##### Data records
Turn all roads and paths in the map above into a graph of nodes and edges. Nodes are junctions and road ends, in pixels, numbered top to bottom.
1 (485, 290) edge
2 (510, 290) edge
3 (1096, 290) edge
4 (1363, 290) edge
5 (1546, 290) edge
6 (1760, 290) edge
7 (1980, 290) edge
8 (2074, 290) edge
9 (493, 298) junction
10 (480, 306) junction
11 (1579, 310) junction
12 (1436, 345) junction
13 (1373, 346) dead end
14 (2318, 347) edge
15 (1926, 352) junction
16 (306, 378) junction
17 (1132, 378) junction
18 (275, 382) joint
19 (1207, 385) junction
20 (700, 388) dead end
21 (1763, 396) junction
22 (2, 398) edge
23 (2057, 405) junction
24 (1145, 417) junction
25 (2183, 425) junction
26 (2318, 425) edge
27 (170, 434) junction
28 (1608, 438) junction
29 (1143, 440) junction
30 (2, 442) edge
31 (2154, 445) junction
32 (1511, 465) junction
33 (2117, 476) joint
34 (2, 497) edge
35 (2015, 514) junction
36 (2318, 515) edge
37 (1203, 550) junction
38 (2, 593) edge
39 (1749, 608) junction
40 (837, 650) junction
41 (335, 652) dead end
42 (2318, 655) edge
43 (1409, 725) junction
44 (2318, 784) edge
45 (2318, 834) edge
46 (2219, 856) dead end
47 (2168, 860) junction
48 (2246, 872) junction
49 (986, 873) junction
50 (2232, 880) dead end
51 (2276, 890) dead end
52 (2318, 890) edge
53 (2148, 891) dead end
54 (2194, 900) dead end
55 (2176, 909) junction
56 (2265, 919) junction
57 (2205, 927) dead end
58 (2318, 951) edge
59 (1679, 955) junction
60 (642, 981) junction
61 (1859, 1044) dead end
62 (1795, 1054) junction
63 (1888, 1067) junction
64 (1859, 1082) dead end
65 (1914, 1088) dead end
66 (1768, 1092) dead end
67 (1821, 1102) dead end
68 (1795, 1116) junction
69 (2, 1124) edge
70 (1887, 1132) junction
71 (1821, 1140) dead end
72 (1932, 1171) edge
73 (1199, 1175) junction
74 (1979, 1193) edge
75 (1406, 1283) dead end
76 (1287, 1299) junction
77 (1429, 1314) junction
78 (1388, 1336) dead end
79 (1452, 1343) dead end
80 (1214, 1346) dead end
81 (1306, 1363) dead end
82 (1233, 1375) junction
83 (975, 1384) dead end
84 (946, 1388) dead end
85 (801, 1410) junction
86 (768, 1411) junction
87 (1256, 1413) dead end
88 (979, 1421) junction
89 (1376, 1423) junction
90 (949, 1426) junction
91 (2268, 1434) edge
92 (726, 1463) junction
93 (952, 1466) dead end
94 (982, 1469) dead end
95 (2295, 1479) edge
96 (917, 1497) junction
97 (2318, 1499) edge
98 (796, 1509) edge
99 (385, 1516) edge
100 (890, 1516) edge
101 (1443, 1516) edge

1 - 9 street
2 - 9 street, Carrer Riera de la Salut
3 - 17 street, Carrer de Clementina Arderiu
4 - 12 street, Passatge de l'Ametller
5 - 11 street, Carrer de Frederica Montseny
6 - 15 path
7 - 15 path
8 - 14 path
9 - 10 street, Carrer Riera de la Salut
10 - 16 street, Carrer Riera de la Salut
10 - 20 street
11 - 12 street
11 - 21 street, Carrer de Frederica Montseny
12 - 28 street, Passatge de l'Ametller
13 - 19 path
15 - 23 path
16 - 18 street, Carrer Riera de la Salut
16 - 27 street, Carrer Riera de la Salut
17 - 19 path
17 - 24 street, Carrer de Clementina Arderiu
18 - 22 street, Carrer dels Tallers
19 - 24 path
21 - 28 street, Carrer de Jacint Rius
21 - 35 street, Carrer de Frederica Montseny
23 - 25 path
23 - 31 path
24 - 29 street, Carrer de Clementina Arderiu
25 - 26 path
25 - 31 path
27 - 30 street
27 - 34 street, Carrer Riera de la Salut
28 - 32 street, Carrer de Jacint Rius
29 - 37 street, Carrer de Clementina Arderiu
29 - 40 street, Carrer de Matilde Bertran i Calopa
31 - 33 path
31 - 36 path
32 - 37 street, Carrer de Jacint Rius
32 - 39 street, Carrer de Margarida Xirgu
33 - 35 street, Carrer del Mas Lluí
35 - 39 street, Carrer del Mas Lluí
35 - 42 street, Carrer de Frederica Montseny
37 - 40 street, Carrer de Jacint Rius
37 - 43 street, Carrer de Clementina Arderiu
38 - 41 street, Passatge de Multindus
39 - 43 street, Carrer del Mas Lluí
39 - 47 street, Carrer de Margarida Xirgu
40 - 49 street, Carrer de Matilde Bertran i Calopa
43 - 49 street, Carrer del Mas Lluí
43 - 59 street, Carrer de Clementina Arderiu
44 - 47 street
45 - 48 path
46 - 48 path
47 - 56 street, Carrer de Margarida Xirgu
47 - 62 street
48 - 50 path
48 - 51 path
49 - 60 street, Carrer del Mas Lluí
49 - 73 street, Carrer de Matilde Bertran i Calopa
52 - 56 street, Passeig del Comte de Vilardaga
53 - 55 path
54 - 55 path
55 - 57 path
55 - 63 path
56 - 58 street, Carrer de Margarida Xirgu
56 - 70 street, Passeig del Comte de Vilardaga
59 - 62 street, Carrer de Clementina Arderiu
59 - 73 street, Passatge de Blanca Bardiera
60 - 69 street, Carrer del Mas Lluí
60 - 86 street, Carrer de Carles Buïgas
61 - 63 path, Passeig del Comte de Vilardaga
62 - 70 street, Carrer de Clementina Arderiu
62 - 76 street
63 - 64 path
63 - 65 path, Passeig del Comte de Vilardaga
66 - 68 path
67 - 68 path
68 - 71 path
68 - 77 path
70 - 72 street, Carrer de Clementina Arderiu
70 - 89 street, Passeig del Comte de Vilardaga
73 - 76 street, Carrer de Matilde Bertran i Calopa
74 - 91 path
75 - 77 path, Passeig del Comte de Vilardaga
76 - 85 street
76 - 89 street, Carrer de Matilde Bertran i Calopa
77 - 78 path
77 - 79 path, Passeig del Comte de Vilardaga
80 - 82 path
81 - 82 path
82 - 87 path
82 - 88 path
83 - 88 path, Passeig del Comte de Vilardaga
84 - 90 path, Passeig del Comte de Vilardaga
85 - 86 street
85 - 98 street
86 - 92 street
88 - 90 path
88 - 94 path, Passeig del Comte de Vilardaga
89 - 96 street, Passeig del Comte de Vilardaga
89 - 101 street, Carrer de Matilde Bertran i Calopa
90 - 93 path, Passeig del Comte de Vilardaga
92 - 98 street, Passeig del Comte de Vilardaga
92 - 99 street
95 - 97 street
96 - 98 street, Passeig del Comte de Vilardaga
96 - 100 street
##########
Work request:
Among the records above, count the lines that include the word "Clementina" and state the number by itself.

Answer to the exercise:
9